Using the entries below, write out the line with "Write the network", the line with "Digitize the connectivity", and every line in between, exactly as each is written.

_RECORDS SHOWN:_
───
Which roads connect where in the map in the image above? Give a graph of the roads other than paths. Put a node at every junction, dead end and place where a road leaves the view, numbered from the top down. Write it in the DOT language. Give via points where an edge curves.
───
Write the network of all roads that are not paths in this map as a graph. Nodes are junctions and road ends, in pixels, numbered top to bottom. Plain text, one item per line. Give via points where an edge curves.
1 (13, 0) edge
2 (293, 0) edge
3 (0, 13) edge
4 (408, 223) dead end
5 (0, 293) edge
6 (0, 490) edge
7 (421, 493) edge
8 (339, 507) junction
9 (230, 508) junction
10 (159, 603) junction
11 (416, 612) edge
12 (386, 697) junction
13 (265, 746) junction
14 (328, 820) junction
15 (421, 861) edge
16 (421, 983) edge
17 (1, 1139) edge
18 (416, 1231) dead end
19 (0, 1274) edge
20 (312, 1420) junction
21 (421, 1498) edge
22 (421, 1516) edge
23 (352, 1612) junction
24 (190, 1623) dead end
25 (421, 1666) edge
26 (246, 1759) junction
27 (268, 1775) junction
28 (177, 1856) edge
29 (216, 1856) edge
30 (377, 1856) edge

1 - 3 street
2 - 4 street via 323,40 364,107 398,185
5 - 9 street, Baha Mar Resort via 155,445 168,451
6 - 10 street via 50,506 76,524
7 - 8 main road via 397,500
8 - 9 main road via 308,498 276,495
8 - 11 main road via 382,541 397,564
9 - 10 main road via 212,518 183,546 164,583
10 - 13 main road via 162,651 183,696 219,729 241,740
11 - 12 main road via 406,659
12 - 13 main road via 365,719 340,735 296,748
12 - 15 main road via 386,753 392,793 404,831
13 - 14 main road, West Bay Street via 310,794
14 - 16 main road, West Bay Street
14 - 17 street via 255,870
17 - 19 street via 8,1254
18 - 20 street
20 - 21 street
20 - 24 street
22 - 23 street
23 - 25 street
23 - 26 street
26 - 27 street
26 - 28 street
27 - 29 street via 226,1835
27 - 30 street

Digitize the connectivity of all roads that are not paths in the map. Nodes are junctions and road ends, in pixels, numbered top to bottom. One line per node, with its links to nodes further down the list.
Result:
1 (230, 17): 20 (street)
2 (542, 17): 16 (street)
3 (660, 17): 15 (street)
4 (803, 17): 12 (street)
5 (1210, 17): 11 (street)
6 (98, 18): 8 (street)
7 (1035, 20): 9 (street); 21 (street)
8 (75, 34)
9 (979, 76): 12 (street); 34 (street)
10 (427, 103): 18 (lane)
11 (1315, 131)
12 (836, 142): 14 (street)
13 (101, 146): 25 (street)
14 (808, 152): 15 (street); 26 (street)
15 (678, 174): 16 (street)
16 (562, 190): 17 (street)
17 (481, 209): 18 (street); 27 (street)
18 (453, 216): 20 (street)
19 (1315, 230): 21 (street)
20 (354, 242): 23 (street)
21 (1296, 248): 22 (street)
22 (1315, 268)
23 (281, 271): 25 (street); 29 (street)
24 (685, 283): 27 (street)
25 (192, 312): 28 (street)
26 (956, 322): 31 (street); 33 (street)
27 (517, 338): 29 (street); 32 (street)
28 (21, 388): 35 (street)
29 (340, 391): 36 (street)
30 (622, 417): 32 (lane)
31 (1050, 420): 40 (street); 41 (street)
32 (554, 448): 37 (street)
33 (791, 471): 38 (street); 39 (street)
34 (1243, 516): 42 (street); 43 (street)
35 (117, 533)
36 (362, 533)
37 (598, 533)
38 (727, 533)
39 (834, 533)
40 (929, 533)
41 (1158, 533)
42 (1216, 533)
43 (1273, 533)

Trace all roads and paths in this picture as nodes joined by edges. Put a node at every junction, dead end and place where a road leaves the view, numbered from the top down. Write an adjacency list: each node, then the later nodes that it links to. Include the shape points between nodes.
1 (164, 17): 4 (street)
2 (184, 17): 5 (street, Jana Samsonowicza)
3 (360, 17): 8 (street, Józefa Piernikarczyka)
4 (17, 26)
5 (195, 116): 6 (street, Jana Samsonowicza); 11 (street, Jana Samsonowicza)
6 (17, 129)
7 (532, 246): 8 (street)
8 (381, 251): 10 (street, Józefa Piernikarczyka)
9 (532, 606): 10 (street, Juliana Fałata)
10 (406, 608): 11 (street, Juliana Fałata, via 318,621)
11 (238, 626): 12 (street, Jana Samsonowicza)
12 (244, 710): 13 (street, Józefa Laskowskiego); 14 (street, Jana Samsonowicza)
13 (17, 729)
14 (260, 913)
───
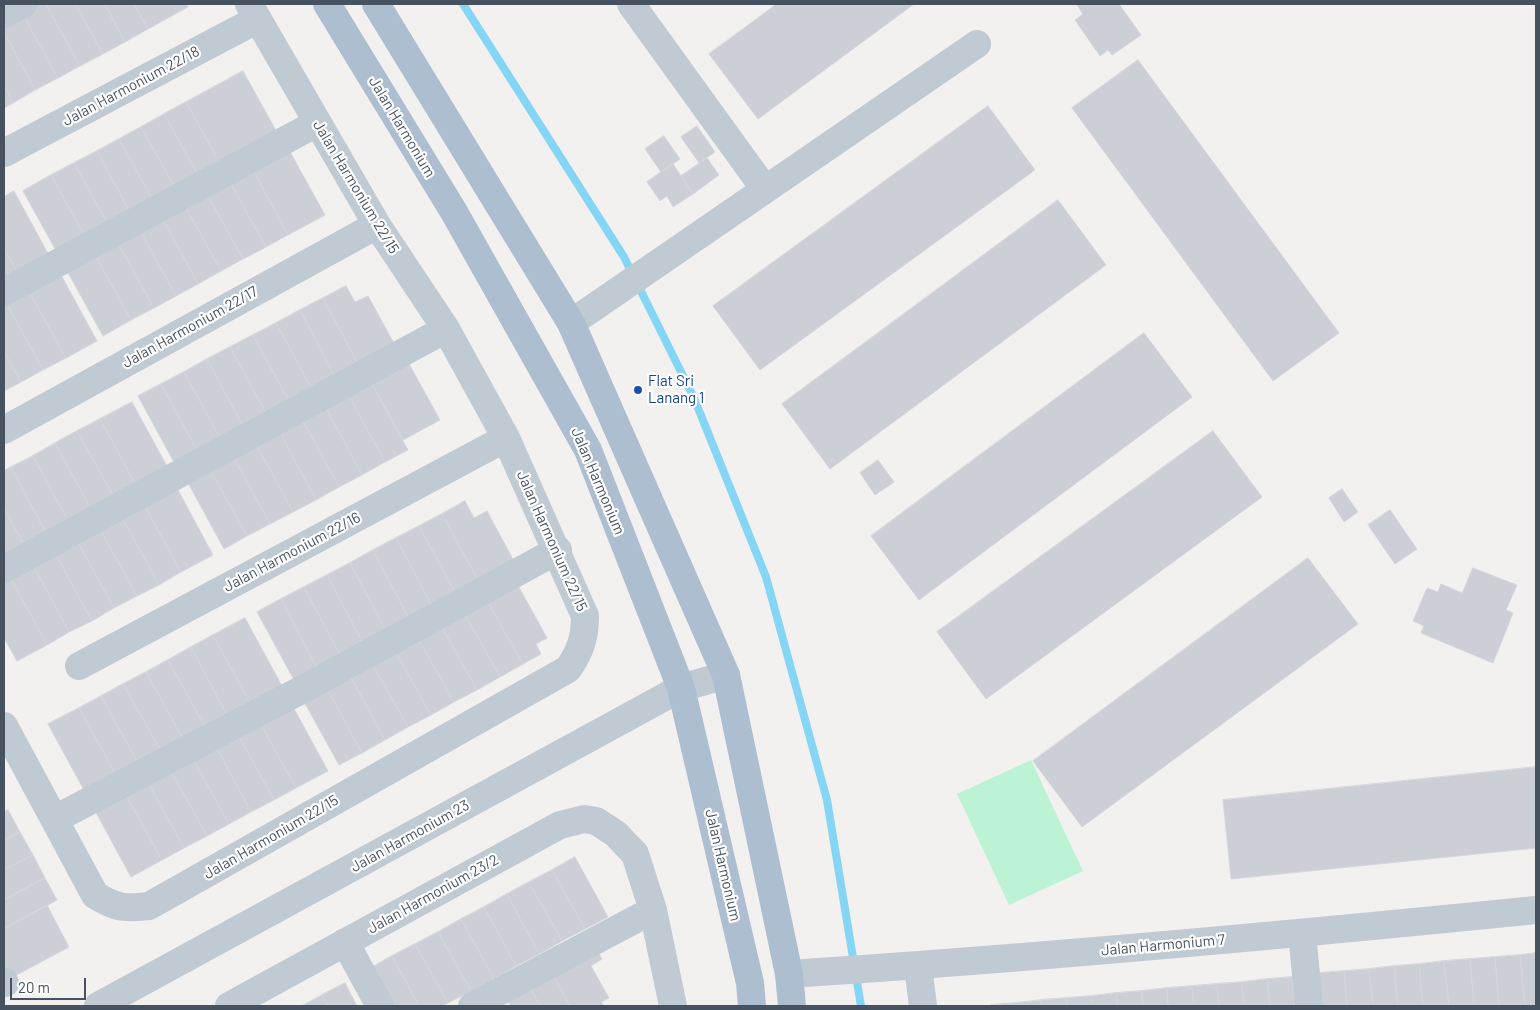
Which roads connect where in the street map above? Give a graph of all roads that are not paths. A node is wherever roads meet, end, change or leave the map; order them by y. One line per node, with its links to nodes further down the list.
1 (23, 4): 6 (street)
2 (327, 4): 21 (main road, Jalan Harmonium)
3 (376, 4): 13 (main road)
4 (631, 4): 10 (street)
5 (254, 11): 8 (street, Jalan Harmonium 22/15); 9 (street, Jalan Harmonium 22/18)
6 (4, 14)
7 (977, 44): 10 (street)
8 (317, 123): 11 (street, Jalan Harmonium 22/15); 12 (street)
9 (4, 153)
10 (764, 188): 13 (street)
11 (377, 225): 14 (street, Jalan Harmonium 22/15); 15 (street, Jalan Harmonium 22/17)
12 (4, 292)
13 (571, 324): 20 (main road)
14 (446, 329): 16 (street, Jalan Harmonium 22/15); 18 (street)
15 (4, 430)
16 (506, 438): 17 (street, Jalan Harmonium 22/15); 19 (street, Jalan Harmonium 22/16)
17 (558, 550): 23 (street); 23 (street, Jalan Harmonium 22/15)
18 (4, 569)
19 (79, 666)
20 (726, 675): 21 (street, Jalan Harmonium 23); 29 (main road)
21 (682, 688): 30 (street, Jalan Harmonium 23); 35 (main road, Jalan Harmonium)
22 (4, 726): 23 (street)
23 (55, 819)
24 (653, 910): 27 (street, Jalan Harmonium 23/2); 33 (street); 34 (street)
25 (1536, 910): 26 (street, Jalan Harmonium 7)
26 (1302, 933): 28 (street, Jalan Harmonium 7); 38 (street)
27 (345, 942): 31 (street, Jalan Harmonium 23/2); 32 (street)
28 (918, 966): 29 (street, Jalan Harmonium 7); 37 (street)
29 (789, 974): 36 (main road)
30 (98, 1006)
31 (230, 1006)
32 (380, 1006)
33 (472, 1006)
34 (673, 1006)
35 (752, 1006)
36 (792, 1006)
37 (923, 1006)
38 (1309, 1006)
───
_RESPONSE:_
Write the network of all roads that are not paths in this map as a graph. Nodes are junctions and road ends, in pixels, numbered top to bottom. Plain text, one item per line. Give via points where an edge curves.
1 (13, 0) edge
2 (293, 0) edge
3 (0, 13) edge
4 (408, 223) dead end
5 (0, 293) edge
6 (0, 490) edge
7 (421, 493) edge
8 (339, 507) junction
9 (230, 508) junction
10 (159, 603) junction
11 (416, 612) edge
12 (386, 697) junction
13 (265, 746) junction
14 (328, 820) junction
15 (421, 861) edge
16 (421, 983) edge
17 (1, 1139) edge
18 (416, 1231) dead end
19 (0, 1274) edge
20 (312, 1420) junction
21 (421, 1498) edge
22 (421, 1516) edge
23 (352, 1612) junction
24 (190, 1623) dead end
25 (421, 1666) edge
26 (246, 1759) junction
27 (268, 1775) junction
28 (177, 1856) edge
29 (216, 1856) edge
30 (377, 1856) edge

1 - 3 street
2 - 4 street via 323,40 364,107 398,185
5 - 9 street, Baha Mar Resort via 155,445 168,451
6 - 10 street via 50,506 76,524
7 - 8 main road via 397,500
8 - 9 main road via 308,498 276,495
8 - 11 main road via 382,541 397,564
9 - 10 main road via 212,518 183,546 164,583
10 - 13 main road via 162,651 183,696 219,729 241,740
11 - 12 main road via 406,659
12 - 13 main road via 365,719 340,735 296,748
12 - 15 main road via 386,753 392,793 404,831
13 - 14 main road, West Bay Street via 310,794
14 - 16 main road, West Bay Street
14 - 17 street via 255,870
17 - 19 street via 8,1254
18 - 20 street
20 - 21 street
20 - 24 street
22 - 23 street
23 - 25 street
23 - 26 street
26 - 27 street
26 - 28 street
27 - 29 street via 226,1835
27 - 30 street

Digitize the connectivity of all roads that are not paths in the map. Nodes are junctions and road ends, in pixels, numbered top to bottom. One line per node, with its links to nodes further down the list.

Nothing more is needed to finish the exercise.